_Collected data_

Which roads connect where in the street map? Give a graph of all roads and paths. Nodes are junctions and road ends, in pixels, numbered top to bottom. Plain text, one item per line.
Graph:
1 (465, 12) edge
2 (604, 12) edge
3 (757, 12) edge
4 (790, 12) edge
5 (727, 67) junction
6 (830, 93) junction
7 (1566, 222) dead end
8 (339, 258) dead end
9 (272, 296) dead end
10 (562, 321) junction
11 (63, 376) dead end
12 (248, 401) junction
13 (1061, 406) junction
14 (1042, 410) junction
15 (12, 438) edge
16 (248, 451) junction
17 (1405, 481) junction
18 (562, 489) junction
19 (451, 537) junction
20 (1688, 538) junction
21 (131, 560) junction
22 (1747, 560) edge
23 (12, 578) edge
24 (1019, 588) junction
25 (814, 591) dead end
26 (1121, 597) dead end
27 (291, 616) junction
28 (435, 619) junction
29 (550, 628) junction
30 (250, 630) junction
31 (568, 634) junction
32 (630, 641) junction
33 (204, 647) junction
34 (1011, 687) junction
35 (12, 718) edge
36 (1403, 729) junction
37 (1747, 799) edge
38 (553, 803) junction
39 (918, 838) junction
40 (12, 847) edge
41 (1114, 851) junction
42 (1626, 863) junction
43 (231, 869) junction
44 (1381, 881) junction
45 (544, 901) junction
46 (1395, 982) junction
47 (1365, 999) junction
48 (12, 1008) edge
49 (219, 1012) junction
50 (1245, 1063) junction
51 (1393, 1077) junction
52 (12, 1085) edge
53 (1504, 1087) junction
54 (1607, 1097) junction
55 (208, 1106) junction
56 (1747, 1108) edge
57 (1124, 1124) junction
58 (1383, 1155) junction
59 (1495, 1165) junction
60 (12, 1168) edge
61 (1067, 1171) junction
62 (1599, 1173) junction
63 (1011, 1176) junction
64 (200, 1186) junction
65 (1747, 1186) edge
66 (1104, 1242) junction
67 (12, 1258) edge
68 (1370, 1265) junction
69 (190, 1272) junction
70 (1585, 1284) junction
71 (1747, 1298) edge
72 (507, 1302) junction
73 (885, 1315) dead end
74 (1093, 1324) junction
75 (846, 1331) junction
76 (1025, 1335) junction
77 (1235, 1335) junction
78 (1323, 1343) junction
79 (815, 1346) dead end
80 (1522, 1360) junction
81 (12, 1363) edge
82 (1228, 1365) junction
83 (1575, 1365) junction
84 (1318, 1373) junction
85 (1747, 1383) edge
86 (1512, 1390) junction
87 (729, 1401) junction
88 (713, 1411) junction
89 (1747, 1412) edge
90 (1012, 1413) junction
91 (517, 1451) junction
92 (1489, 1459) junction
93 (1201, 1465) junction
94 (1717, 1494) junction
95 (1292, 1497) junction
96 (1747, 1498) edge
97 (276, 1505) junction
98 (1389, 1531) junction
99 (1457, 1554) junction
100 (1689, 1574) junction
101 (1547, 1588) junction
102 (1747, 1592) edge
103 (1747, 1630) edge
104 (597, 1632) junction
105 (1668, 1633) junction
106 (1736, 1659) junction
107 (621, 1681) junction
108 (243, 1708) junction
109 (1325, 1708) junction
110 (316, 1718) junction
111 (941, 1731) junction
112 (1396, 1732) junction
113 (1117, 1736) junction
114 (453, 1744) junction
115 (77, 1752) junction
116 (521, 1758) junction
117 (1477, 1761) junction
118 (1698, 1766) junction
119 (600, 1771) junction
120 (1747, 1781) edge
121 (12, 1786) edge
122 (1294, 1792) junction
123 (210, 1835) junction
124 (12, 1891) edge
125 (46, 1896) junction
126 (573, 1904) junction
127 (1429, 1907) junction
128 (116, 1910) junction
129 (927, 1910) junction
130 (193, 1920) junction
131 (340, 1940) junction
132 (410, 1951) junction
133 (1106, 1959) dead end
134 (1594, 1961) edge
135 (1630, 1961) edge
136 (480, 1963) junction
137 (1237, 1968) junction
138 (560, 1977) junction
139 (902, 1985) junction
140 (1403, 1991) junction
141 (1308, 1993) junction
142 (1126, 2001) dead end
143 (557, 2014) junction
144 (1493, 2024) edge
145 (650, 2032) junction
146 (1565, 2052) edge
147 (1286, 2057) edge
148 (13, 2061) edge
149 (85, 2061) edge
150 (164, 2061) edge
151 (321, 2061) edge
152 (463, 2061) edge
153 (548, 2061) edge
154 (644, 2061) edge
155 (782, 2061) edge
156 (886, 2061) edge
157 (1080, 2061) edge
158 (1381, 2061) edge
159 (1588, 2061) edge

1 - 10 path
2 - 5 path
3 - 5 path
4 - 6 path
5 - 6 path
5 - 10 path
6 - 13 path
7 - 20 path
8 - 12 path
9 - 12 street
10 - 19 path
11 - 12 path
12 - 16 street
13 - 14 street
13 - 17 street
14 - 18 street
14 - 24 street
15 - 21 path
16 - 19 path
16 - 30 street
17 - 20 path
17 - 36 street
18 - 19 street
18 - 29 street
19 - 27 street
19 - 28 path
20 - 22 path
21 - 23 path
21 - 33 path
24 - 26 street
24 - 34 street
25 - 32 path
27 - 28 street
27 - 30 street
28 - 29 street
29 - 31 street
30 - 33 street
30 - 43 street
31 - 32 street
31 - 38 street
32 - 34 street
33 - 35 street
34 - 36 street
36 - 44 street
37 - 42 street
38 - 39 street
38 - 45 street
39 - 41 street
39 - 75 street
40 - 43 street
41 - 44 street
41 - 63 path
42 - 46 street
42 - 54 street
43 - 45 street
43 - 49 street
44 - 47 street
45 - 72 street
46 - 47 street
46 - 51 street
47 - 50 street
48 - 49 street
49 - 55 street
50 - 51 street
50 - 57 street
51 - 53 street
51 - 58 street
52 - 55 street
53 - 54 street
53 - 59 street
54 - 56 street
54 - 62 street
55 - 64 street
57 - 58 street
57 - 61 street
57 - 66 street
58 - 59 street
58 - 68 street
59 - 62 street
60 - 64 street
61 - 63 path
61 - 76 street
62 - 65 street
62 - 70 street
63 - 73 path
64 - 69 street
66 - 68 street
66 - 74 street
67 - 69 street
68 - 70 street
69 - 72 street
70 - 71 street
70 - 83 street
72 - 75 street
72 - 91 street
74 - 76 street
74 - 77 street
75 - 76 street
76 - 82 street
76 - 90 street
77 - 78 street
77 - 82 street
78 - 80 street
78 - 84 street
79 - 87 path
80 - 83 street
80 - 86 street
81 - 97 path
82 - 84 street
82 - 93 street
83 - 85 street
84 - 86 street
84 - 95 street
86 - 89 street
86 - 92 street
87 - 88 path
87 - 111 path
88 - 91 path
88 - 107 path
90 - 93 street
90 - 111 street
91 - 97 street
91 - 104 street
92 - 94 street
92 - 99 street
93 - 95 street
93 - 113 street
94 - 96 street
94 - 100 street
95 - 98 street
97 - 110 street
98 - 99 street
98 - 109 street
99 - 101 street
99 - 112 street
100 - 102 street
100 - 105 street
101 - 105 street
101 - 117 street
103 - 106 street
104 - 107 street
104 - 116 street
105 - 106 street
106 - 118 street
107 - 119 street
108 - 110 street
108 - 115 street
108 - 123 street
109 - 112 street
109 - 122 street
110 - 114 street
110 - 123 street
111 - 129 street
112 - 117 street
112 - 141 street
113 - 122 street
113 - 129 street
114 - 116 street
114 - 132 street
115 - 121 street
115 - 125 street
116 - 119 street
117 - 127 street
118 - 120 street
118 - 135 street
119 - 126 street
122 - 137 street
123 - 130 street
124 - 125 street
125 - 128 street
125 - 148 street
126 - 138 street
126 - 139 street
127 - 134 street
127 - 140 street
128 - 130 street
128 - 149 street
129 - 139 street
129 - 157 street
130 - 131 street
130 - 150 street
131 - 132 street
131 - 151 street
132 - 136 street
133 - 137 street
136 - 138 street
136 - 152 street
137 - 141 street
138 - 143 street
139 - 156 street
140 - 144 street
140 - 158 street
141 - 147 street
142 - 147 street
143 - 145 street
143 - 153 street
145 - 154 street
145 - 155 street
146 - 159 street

_TASK BRIEF_
Every line above in which the word "dead" occurs is to be copied.

_SOLUTION TO THIS PROBLEM_
7 (1566, 222) dead end
8 (339, 258) dead end
9 (272, 296) dead end
11 (63, 376) dead end
25 (814, 591) dead end
26 (1121, 597) dead end
73 (885, 1315) dead end
79 (815, 1346) dead end
133 (1106, 1959) dead end
142 (1126, 2001) dead end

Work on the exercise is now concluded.